On Wed, Mar 25, 2015 at 11:57:29AM -0500, Nico Williams wrote:
> > - It kind-of defeats the purpose of this WG
No, not really. DANE secures the location of the lookup service.
> > - No NSEC3-like protection from address leakage (see sections 9.2 and
> > 9.3 of RFC7033)
>
> No, if you discover the lookup service using DNSSEC and the service's
> public keys with DANE, then the lookup service is as an extension of the
> DNS, and it can provide secure non-existence answers.

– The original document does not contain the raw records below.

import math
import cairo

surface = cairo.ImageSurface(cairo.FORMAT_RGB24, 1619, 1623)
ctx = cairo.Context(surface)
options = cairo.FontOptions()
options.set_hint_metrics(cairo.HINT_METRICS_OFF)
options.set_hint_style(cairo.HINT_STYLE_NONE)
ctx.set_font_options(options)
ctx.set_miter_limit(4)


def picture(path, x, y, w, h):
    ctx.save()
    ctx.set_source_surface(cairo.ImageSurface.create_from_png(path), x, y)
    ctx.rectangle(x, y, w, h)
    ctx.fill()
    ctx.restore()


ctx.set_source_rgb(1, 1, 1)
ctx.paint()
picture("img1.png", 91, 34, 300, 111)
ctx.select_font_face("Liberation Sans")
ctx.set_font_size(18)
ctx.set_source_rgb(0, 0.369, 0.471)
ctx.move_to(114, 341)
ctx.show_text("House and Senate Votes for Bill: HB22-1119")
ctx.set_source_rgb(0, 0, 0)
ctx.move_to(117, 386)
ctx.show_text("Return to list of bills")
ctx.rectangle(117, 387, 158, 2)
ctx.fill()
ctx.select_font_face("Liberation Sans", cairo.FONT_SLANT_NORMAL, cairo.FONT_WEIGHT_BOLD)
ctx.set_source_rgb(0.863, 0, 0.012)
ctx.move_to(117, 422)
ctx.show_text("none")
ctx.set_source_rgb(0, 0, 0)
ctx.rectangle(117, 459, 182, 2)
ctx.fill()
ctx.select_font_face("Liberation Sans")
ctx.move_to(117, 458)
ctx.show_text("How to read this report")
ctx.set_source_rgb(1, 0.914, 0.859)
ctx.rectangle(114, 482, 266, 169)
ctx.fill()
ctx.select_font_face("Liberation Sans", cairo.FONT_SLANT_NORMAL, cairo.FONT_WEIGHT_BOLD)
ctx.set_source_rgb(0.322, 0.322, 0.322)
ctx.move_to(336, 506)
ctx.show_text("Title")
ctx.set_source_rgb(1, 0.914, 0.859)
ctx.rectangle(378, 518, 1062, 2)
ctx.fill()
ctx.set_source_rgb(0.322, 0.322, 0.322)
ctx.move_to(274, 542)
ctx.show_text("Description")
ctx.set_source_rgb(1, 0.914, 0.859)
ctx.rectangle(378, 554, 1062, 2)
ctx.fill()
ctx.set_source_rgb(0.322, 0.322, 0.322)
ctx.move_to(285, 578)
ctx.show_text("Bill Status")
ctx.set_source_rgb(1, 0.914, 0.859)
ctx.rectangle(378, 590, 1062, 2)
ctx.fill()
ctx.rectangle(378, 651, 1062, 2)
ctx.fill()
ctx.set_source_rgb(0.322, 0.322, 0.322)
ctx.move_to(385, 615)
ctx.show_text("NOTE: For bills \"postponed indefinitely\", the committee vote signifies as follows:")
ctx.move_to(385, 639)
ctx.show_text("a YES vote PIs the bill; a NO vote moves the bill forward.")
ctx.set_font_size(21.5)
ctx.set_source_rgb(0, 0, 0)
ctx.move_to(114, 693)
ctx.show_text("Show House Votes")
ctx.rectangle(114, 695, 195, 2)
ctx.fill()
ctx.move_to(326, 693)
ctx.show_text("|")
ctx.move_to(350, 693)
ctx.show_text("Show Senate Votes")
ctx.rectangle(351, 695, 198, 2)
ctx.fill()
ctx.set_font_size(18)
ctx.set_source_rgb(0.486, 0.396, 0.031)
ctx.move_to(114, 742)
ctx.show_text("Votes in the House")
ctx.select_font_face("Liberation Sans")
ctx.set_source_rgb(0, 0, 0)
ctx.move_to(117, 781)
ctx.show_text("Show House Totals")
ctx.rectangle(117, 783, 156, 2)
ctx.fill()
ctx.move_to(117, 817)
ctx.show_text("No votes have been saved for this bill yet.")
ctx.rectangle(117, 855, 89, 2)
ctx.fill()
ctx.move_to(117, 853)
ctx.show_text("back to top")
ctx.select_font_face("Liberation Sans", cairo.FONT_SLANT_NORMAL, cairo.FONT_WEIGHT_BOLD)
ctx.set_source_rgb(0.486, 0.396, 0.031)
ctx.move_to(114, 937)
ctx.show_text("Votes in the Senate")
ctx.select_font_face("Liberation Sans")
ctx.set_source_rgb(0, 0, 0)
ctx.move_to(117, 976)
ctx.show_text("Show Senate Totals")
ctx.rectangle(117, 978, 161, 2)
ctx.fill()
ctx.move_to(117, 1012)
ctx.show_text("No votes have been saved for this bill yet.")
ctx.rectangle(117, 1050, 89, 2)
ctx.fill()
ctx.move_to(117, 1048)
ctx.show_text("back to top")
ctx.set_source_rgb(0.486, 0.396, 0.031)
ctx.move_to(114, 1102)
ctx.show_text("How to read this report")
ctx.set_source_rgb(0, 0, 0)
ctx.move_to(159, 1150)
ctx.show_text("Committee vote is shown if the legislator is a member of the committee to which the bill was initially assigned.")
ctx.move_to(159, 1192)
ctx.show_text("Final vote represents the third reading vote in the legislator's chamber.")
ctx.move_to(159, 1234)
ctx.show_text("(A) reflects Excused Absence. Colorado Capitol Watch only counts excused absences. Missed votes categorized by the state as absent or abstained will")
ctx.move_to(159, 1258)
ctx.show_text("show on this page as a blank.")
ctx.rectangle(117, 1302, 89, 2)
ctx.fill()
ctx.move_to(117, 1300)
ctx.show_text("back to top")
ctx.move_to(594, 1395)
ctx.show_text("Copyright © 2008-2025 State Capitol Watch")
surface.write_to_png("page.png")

One way to understand that is to think this a new type of DNS
delegation, instead of NS+DS records securely delegating queries
to an authoritative server that still speaks DNS, you have TLSA
(or similar if the lookup protocol is over something more light-weight
than TLS) RRs that delegate the lookup to an authoritative server
that speaks a different protocol.
Either way, queries from the client go to the domain that controls
the names. Either way, there's scope for "directory harvesting
attacks". If we don't force the queries into the DNS:
* We don't explode DNS caches with negative TTL replies for
100's of millions of user names.
* We can eliminate hashing (needed to deal with case folding
and limits on DNS label lengths).
* Eliminating hashing makes it possible for the owner domain
to perform lookup key canonicalization.
--
Viktor.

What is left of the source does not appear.